● What you have to do: Lines before the one containing "ring dip: (179, 157)" are not wanted; restate the rest below word for word, through the last line, but drop any pictures.

● Task input:
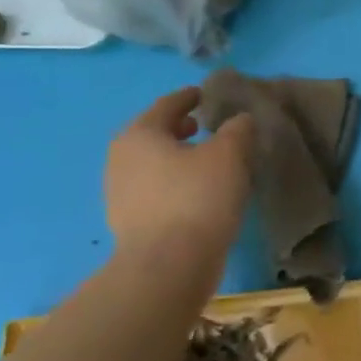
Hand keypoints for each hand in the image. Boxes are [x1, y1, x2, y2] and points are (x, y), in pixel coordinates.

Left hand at [104, 89, 252, 259]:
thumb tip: (239, 120)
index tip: (206, 94)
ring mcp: (120, 193)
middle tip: (207, 126)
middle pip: (155, 134)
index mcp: (140, 134)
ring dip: (179, 157)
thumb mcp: (230, 154)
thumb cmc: (198, 197)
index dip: (190, 97)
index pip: (167, 105)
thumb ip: (237, 129)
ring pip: (154, 163)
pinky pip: (156, 189)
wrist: (168, 265)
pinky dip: (176, 182)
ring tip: (209, 161)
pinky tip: (200, 192)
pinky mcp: (130, 221)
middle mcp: (121, 159)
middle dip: (181, 128)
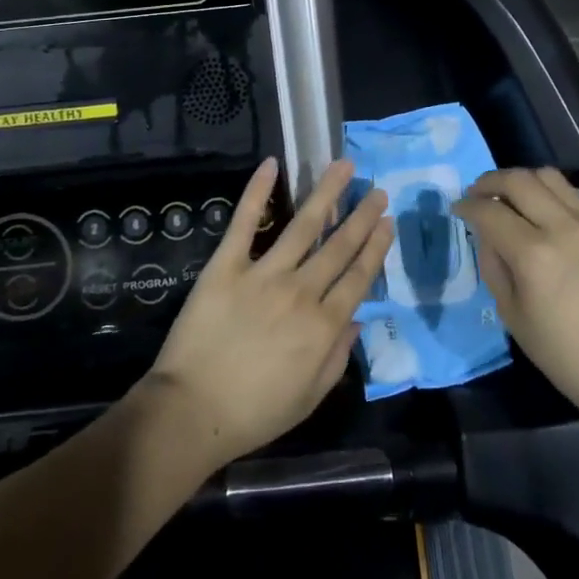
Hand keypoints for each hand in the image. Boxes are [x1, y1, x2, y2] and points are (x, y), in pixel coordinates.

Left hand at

● Final answer:
ring dip: (179, 157)
thumb mcp: (230, 154)
thumb cmc: (198, 197)
index dip: (190, 97)
index pip: (167, 105)
thumb ip: (237, 129)
ring pip: (154, 163)
pinky pip: (156, 189)
wrist: (168, 265)
pinky dip: (176, 182)
ring tip: (209, 161)
pinky tip: (200, 192)
pinky mcp: (130, 221)
middle mcp: (121, 159)
middle dip: (181, 128)
Hand keypoints for each hand in the image. Boxes are [x1, y1, x2, y2] and points are (x, y), in pixel coordinates.

Left hand at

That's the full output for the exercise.